> Information shown
Segment Open

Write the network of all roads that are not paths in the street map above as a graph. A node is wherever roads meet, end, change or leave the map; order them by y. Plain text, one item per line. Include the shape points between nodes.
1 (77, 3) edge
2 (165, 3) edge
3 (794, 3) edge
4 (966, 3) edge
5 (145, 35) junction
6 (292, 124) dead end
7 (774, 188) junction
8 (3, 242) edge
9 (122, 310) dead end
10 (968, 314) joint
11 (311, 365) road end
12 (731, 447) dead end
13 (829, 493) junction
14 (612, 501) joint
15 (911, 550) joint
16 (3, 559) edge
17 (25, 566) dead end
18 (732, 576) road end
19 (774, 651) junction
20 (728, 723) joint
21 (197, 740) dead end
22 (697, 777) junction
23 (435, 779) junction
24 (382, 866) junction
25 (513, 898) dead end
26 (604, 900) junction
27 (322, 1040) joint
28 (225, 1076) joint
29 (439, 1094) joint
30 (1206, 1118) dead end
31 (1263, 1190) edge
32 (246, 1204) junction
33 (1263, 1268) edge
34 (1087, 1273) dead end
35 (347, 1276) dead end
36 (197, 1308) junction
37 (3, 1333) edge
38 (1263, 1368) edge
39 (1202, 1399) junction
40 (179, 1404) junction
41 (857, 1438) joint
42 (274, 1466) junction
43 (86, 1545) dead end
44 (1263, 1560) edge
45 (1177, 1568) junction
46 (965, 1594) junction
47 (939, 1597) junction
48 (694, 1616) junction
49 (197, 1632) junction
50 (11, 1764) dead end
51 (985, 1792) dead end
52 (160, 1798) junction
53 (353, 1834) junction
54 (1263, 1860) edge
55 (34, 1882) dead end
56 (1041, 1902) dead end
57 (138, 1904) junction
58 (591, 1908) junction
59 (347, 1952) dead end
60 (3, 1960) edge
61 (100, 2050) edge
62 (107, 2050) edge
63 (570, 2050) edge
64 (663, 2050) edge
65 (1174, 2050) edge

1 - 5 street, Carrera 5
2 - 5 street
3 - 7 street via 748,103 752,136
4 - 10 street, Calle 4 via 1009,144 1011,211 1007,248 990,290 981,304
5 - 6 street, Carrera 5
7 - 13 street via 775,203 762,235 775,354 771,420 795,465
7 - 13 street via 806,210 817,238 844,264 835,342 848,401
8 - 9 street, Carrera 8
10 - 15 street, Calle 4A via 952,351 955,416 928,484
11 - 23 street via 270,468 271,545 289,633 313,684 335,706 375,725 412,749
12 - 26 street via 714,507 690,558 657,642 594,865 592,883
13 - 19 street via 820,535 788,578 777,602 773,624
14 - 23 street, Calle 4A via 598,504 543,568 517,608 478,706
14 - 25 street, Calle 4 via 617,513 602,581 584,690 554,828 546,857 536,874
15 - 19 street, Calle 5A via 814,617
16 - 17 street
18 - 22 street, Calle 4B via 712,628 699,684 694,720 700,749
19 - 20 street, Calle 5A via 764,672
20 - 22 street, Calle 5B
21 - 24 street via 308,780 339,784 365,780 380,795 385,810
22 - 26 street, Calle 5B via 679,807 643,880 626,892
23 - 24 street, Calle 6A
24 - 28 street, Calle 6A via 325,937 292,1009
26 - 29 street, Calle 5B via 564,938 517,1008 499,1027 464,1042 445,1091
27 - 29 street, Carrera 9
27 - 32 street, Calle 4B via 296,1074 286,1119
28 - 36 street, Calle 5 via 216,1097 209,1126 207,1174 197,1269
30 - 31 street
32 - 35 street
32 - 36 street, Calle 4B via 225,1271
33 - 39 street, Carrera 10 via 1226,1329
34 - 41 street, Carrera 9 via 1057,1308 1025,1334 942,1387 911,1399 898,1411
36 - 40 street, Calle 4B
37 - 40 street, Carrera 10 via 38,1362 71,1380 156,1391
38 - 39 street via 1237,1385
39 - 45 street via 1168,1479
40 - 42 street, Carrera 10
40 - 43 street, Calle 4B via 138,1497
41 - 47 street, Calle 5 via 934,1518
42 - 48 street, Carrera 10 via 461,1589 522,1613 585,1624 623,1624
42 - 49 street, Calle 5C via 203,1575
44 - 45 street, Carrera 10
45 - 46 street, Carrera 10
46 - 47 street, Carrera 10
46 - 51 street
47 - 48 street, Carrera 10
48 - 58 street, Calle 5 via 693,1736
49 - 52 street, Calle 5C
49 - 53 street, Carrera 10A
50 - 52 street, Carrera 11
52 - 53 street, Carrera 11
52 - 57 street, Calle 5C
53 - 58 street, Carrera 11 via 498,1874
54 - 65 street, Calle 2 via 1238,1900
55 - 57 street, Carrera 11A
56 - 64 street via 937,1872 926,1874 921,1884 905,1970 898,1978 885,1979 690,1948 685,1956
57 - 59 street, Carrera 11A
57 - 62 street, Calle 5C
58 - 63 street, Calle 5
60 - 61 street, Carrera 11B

Segment Closed

> Your goal
Looking at the records above, say how many of their lines include the word "joint", with no other words.

> Solution
8